BEGIN

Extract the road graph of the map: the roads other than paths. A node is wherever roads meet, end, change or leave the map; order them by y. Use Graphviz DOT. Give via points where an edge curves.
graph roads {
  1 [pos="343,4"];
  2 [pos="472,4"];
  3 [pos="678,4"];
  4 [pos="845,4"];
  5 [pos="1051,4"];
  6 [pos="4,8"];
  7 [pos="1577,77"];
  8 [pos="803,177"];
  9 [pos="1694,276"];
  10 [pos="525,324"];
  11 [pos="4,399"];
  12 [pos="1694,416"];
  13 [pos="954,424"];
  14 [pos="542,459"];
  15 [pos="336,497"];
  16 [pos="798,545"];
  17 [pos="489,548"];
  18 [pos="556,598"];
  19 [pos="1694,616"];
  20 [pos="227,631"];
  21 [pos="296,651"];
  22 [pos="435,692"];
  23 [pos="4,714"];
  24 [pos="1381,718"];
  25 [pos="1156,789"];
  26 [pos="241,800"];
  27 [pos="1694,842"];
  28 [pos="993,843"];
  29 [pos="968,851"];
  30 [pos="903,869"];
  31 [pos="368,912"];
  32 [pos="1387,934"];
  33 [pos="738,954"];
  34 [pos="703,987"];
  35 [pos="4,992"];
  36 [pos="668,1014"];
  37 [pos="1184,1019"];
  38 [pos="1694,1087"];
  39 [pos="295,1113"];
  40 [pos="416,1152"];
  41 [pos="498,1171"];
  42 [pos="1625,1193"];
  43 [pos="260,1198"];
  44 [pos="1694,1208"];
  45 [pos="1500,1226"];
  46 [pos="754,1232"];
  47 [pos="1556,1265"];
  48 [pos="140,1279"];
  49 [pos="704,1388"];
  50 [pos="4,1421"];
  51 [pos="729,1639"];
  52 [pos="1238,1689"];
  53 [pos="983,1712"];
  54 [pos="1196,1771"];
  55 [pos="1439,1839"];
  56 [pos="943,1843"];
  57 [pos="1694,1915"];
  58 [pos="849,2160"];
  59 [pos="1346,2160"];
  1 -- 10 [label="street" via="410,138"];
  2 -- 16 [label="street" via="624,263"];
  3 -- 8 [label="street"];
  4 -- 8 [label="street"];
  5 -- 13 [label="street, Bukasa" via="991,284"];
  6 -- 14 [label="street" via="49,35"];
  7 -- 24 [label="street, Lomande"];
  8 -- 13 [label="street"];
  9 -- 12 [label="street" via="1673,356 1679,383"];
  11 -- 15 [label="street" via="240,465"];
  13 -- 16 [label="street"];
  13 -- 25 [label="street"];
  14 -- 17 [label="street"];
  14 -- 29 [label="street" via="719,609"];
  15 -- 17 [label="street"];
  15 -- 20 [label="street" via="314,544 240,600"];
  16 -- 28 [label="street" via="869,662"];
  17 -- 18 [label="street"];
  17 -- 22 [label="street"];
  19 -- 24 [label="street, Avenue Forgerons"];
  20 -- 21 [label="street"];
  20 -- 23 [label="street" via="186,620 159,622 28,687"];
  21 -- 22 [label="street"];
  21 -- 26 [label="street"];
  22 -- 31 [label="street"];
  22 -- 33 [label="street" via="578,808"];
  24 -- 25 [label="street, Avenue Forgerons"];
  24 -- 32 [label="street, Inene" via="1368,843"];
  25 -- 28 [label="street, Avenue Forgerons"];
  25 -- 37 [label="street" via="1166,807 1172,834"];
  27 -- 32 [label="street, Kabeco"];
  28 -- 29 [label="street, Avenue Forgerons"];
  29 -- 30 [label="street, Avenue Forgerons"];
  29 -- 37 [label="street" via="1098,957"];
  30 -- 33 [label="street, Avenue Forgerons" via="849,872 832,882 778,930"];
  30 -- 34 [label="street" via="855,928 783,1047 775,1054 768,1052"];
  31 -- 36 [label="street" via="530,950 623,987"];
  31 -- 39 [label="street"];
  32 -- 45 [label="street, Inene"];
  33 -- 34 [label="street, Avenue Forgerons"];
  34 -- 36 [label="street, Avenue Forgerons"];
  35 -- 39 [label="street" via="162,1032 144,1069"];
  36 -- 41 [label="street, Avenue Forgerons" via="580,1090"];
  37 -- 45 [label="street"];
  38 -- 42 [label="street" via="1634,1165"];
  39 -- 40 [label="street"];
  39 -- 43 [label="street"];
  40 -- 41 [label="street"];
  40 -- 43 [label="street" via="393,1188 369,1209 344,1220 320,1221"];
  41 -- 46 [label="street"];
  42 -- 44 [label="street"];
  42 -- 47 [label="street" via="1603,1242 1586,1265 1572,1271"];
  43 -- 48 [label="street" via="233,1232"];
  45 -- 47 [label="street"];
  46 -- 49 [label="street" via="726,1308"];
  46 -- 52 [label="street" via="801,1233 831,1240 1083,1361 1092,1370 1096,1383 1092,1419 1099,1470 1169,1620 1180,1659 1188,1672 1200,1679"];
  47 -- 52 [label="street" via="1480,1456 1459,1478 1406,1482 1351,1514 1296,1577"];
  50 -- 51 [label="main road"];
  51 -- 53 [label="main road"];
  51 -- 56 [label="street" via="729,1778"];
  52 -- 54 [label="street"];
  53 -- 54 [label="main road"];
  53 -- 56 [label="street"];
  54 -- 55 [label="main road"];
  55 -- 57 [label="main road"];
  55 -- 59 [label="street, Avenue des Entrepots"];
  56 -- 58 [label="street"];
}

END

• [How to complete this task]: The answer should be the complete set of records, printed exactly.

• [Exercise solution]:
Extract the road graph of the map: the roads other than paths. A node is wherever roads meet, end, change or leave the map; order them by y. Use Graphviz DOT. Give via points where an edge curves.
graph roads {
  1 [pos="343,4"];
  2 [pos="472,4"];
  3 [pos="678,4"];
  4 [pos="845,4"];
  5 [pos="1051,4"];
  6 [pos="4,8"];
  7 [pos="1577,77"];
  8 [pos="803,177"];
  9 [pos="1694,276"];
  10 [pos="525,324"];
  11 [pos="4,399"];
  12 [pos="1694,416"];
  13 [pos="954,424"];
  14 [pos="542,459"];
  15 [pos="336,497"];
  16 [pos="798,545"];
  17 [pos="489,548"];
  18 [pos="556,598"];
  19 [pos="1694,616"];
  20 [pos="227,631"];
  21 [pos="296,651"];
  22 [pos="435,692"];
  23 [pos="4,714"];
  24 [pos="1381,718"];
  25 [pos="1156,789"];
  26 [pos="241,800"];
  27 [pos="1694,842"];
  28 [pos="993,843"];
  29 [pos="968,851"];
  30 [pos="903,869"];
  31 [pos="368,912"];
  32 [pos="1387,934"];
  33 [pos="738,954"];
  34 [pos="703,987"];
  35 [pos="4,992"];
  36 [pos="668,1014"];
  37 [pos="1184,1019"];
  38 [pos="1694,1087"];
  39 [pos="295,1113"];
  40 [pos="416,1152"];
  41 [pos="498,1171"];
  42 [pos="1625,1193"];
  43 [pos="260,1198"];
  44 [pos="1694,1208"];
  45 [pos="1500,1226"];
  46 [pos="754,1232"];
  47 [pos="1556,1265"];
  48 [pos="140,1279"];
  49 [pos="704,1388"];
  50 [pos="4,1421"];
  51 [pos="729,1639"];
  52 [pos="1238,1689"];
  53 [pos="983,1712"];
  54 [pos="1196,1771"];
  55 [pos="1439,1839"];
  56 [pos="943,1843"];
  57 [pos="1694,1915"];
  58 [pos="849,2160"];
  59 [pos="1346,2160"];
  1 -- 10 [label="street" via="410,138"];
  2 -- 16 [label="street" via="624,263"];
  3 -- 8 [label="street"];
  4 -- 8 [label="street"];
  5 -- 13 [label="street, Bukasa" via="991,284"];
  6 -- 14 [label="street" via="49,35"];
  7 -- 24 [label="street, Lomande"];
  8 -- 13 [label="street"];
  9 -- 12 [label="street" via="1673,356 1679,383"];
  11 -- 15 [label="street" via="240,465"];
  13 -- 16 [label="street"];
  13 -- 25 [label="street"];
  14 -- 17 [label="street"];
  14 -- 29 [label="street" via="719,609"];
  15 -- 17 [label="street"];
  15 -- 20 [label="street" via="314,544 240,600"];
  16 -- 28 [label="street" via="869,662"];
  17 -- 18 [label="street"];
  17 -- 22 [label="street"];
  19 -- 24 [label="street, Avenue Forgerons"];
  20 -- 21 [label="street"];
  20 -- 23 [label="street" via="186,620 159,622 28,687"];
  21 -- 22 [label="street"];
  21 -- 26 [label="street"];
  22 -- 31 [label="street"];
  22 -- 33 [label="street" via="578,808"];
  24 -- 25 [label="street, Avenue Forgerons"];
  24 -- 32 [label="street, Inene" via="1368,843"];
  25 -- 28 [label="street, Avenue Forgerons"];
  25 -- 37 [label="street" via="1166,807 1172,834"];
  27 -- 32 [label="street, Kabeco"];
  28 -- 29 [label="street, Avenue Forgerons"];
  29 -- 30 [label="street, Avenue Forgerons"];
  29 -- 37 [label="street" via="1098,957"];
  30 -- 33 [label="street, Avenue Forgerons" via="849,872 832,882 778,930"];
  30 -- 34 [label="street" via="855,928 783,1047 775,1054 768,1052"];
  31 -- 36 [label="street" via="530,950 623,987"];
  31 -- 39 [label="street"];
  32 -- 45 [label="street, Inene"];
  33 -- 34 [label="street, Avenue Forgerons"];
  34 -- 36 [label="street, Avenue Forgerons"];
  35 -- 39 [label="street" via="162,1032 144,1069"];
  36 -- 41 [label="street, Avenue Forgerons" via="580,1090"];
  37 -- 45 [label="street"];
  38 -- 42 [label="street" via="1634,1165"];
  39 -- 40 [label="street"];
  39 -- 43 [label="street"];
  40 -- 41 [label="street"];
  40 -- 43 [label="street" via="393,1188 369,1209 344,1220 320,1221"];
  41 -- 46 [label="street"];
  42 -- 44 [label="street"];
  42 -- 47 [label="street" via="1603,1242 1586,1265 1572,1271"];
  43 -- 48 [label="street" via="233,1232"];
  45 -- 47 [label="street"];
  46 -- 49 [label="street" via="726,1308"];
  46 -- 52 [label="street" via="801,1233 831,1240 1083,1361 1092,1370 1096,1383 1092,1419 1099,1470 1169,1620 1180,1659 1188,1672 1200,1679"];
  47 -- 52 [label="street" via="1480,1456 1459,1478 1406,1482 1351,1514 1296,1577"];
  50 -- 51 [label="main road"];
  51 -- 53 [label="main road"];
  51 -- 56 [label="street" via="729,1778"];
  52 -- 54 [label="street"];
  53 -- 54 [label="main road"];
  53 -- 56 [label="street"];
  54 -- 55 [label="main road"];
  55 -- 57 [label="main road"];
  55 -- 59 [label="street, Avenue des Entrepots"];
  56 -- 58 [label="street"];
}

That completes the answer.